Buchholz-Houffalize
Par Alice, dimanche 19 juillet 2026 à 22:07 :: 2026
Cette dérive/mutation paraît toucher tous les pays occidentaux, puisqu'il y a quelques semaines j'ai commencé une série japonaise sur le même thème.
Le discours indigné et la déploration font très réactionnaires, mais j'ai du mal à voir à quoi tout cela va aboutir, surtout si l'IA et la robotisation s'en mêlent. («Je ne suis tout l'inverse d'une intelligence artificielle: un crétin naturel.»)
Valise, embrassades, départ.
Vers Brême hors autoroute, il fait frais. Toujours les mêmes arbres magnifiques. Dimanche, tout est calme, vide.
Arrêt à Brême. Nous partons à la recherche de la statue des animaux musiciens et tombons par hasard sur le quartier de la Bötterstraße qui date des années 20 et a été détruit pendant la guerre et reconstruit dans les années 50. Je me rends compte que je connais Paula Becker: j'avais lu sa biographie par Marie Darrieussecq (Être ici est une splendeur).
Déjeuner dans la brasserie (au sens littéral) locale. Dernier Lillet fruits des bois et première (et dernière) Schnitzel des vacances.
Trois variations sur les musiciens de Brême.

Autoroute.
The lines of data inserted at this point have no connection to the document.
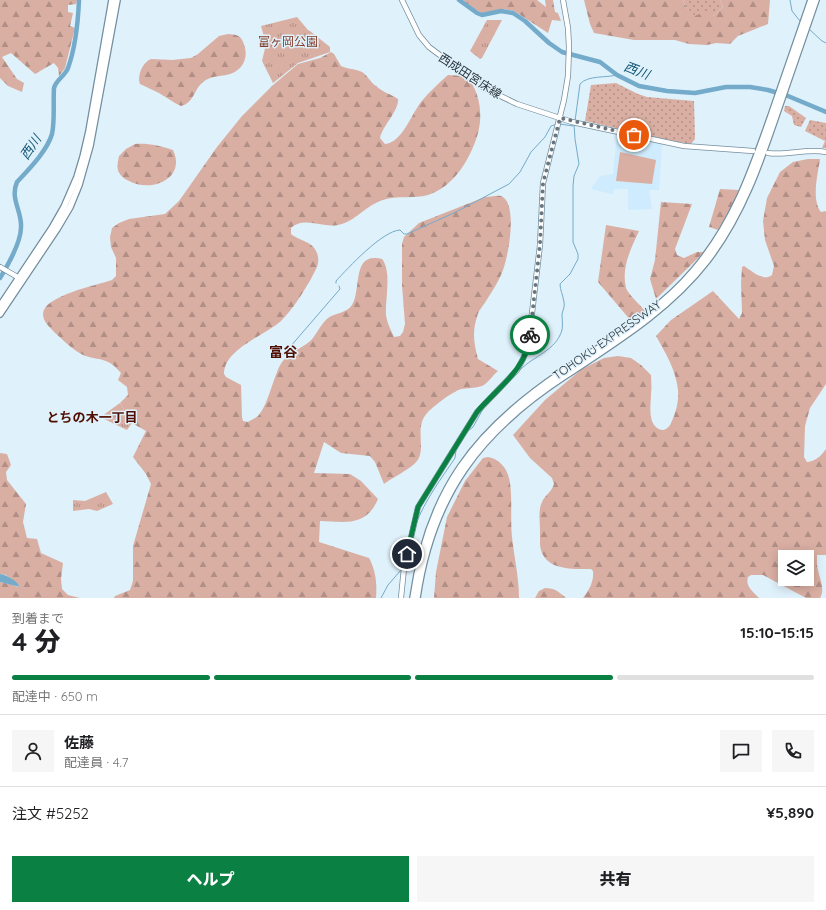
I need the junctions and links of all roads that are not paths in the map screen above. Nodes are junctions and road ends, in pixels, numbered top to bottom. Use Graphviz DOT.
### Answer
graph roads {
  1 [pos="112,0"];
  2 [pos="117,0"];
  3 [pos="402,0"];
  4 [pos="563,0"];
  5 [pos="811,0"];
  6 [pos="816,0"];
  7 [pos="783,88"];
  8 [pos="779,101"];
  9 [pos="558,122"];
  10 [pos="754,151"];
  11 [pos="826,152"];
  12 [pos="768,153"];
  13 [pos="1,268"];
  14 [pos="21,279"];
  15 [pos="0,306"];
  16 [pos="0,314"];
  17 [pos="401,598"];
  18 [pos="413,598"];
  19 [pos="417,598"];
  1 -- 14 [label="highway"];
  2 -- 14 [label="highway"];
  3 -- 9 [label="street, 西成田宮床線"];
  4 -- 9 [label="street"];
  5 -- 7 [label="highway, TOHOKU EXPRESSWAY"];
  6 -- 7 [label="highway, TOHOKU EXPRESSWAY"];
  7 -- 8 [label="highway, TOHOKU EXPRESSWAY"];
  8 -- 18 [label="highway, TOHOKU EXPRESSWAY"];
  8 -- 19 [label="highway, TOHOKU EXPRESSWAY"];
  9 -- 10 [label="street, 西成田宮床線"];
  9 -- 17 [label="street"];
  11 -- 12 [label="street"];
  13 -- 14 [label="street"];
  14 -- 15 [label="highway"];
  14 -- 16 [label="highway"];
}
Je dors. Travaux et vitesse, successivement, incessamment. Nous changeons de conducteur. Travaux et vitesse, successivement, incessamment. Le paysage change, moins de forêts et peu à peu de l'herbe jaune, desséchée, sur les bas côtés.
Aachen, Aix-la-Chapelle. Il faut trouver une boîte aux lettres pour les trois dernières cartes timbrées avec des timbres allemands. Nous tapons Eiscafee dans Waze et nous nous retrouvons dans un quartier résidentiel, sans une place pour se garer: un glacier, ici? Waze a dû se tromper.
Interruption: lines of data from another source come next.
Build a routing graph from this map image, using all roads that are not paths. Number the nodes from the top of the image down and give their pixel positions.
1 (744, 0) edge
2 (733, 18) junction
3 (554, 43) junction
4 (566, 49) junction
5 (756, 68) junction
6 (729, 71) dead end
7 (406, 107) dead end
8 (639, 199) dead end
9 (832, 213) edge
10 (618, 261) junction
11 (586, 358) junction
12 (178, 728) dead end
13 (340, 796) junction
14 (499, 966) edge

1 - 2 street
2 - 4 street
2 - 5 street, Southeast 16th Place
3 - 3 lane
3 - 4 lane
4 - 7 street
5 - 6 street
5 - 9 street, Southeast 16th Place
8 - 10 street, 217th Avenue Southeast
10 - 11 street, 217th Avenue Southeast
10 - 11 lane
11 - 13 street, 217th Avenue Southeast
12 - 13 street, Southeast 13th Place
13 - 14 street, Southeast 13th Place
Et non, dans ce quartier tranquille, à l'angle d'une rue, se trouve le Panorama Eiscafee ouvert le dimanche, accueillant un flot ininterrompu d'habitués de tous âges qui viennent chercher leur glace ou leur x-ième glace de la journée (de ce que nous comprenons des conversations). Nous faisons sensation, on nous regarde à la dérobée jusqu'à ce que la serveuse craque et nous demande d'où nous venons (Paris ou Hambourg, que répondre?).
Dernière coupe de glace, adieu à l'Allemagne.
Deuxième sensation quand nous demandons où se trouve la boîte aux lettres la plus proche. Le propriétaire, qui quoi qu'il en soit, n'a pas la réponse, parle «portugais et un peu allemand», les serveuses, allemand. Une cliente se dévoue, parlons-nous anglais? J'ai une illumination: «anglais et français». «Je vais essayer en français», répond-elle.
Ses explications sont parfaites et nous postons nos cartes.
Nous quittons l'autoroute, abordons les Ardennes belges. A vue dœil, un bouleau sur dix est jaune. H. passionné par la seconde guerre mondiale veut voir Bastogne. Par Booking, je nous trouve un hôtel à Houffalize. (Ce n'était pas mon préféré, mais c'est le mieux situé par rapport à notre trajet).
Petite route parmi la forêt au flanc d'une colline:
— Je ne vois pas comment on peut se croiser ici, entre le rocher et le trottoir de vingt centimètres.
— Je pense que c'est un sens unique, du moins c'est ce que j'ai compris.
Nous arrivons devant un paquebot. La carte de la chambre est donnée avec un plan, il doit y avoir plus d'une centaine de chambres. Les gens viennent ici en famille, tout est sur place (piscine, canoë, balades en forêt, etc); ils ne doivent plus quitter l'endroit pendant une semaine ou deux, sirotant leurs bières pendant que les enfants jouent ensemble.
Dîner (la cuisine ferme à 21 heures, mais le serveur est habilité à faire des crêpes pour les desserts.) Il fait frais, suffisamment pour que des manches longues soient nécessaires.